◆ **DIRECTIONS FOR THIS TASK**: Each line of the data below containing "Landrecies" needs to be listed.

◆ **ENTRIES SUPPLIED**:

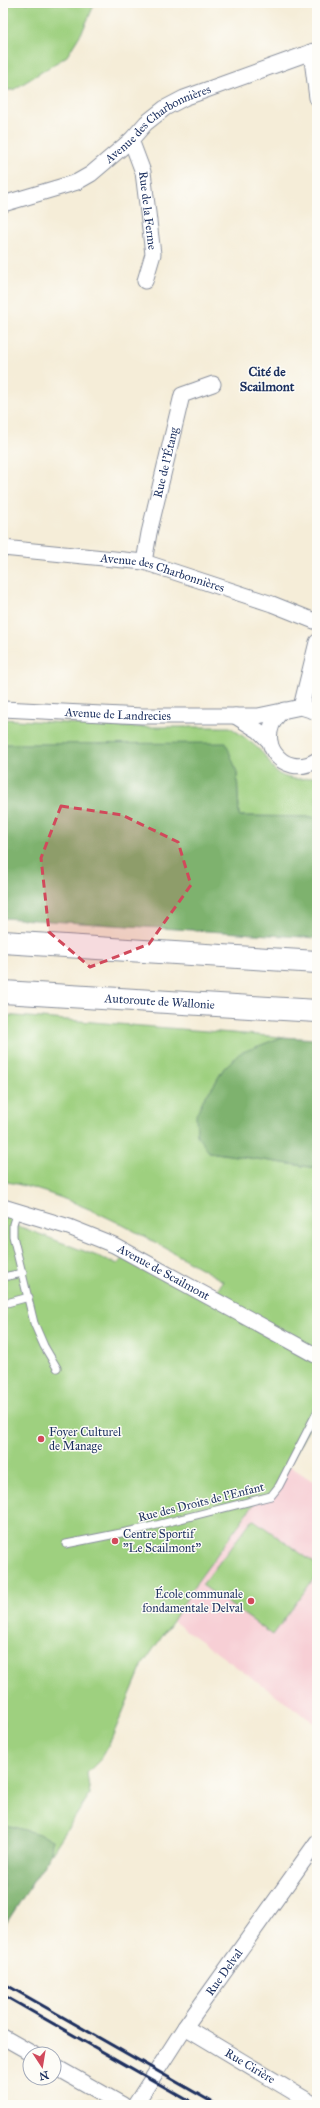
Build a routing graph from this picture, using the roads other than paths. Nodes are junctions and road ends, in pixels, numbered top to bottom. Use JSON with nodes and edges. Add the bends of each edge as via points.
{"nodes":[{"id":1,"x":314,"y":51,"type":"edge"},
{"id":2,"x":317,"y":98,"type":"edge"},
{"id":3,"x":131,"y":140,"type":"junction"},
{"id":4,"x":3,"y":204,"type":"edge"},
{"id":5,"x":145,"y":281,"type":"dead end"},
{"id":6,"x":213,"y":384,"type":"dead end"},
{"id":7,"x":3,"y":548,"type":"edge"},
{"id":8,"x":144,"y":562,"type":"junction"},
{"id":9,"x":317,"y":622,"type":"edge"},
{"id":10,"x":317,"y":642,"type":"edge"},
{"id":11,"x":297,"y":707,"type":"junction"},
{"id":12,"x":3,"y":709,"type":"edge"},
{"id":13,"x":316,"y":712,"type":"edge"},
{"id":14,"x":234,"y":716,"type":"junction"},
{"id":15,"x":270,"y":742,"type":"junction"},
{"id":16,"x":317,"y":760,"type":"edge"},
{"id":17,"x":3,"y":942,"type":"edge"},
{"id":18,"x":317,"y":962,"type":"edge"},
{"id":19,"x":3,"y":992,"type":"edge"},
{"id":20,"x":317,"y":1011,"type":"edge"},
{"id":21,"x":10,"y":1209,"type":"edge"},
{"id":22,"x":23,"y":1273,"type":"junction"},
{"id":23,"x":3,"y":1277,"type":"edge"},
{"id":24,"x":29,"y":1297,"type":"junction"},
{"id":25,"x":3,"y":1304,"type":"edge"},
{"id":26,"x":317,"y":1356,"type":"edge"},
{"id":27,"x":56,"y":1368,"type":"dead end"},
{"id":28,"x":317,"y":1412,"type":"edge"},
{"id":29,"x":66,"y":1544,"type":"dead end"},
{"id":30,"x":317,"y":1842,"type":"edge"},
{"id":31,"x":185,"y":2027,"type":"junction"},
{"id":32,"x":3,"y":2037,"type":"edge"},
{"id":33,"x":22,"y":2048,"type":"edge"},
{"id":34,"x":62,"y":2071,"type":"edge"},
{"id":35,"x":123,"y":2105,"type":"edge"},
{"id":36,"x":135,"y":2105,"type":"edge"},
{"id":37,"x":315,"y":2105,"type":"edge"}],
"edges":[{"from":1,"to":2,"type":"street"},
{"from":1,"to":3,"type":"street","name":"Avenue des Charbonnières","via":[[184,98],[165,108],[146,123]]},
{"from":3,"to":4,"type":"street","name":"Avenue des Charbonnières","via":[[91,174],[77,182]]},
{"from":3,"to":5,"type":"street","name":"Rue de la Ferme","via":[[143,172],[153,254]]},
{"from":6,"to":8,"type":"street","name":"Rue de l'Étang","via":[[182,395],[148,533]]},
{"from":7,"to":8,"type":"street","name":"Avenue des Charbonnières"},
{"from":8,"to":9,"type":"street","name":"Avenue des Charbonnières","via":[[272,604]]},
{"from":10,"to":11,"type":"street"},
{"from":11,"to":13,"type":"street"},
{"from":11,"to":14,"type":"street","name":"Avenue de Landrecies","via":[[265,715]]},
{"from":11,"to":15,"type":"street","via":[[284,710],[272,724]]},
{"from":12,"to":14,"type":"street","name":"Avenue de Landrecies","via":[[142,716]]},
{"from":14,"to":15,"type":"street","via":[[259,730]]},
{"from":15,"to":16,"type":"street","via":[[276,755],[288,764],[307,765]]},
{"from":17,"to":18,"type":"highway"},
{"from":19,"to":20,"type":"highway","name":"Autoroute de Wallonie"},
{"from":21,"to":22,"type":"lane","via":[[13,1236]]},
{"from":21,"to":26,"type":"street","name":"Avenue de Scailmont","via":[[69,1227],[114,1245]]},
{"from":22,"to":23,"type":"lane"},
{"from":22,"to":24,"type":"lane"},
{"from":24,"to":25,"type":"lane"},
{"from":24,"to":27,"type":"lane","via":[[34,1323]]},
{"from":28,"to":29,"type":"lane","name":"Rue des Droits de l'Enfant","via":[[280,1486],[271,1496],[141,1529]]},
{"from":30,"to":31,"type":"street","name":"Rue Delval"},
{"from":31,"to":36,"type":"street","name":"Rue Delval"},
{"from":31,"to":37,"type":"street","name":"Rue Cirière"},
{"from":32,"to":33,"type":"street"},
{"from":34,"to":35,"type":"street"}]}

◆ **RESULT**:
{"from":11,"to":14,"type":"street","name":"Avenue de Landrecies","via":[[265,715]]},
{"from":12,"to":14,"type":"street","name":"Avenue de Landrecies","via":[[142,716]]},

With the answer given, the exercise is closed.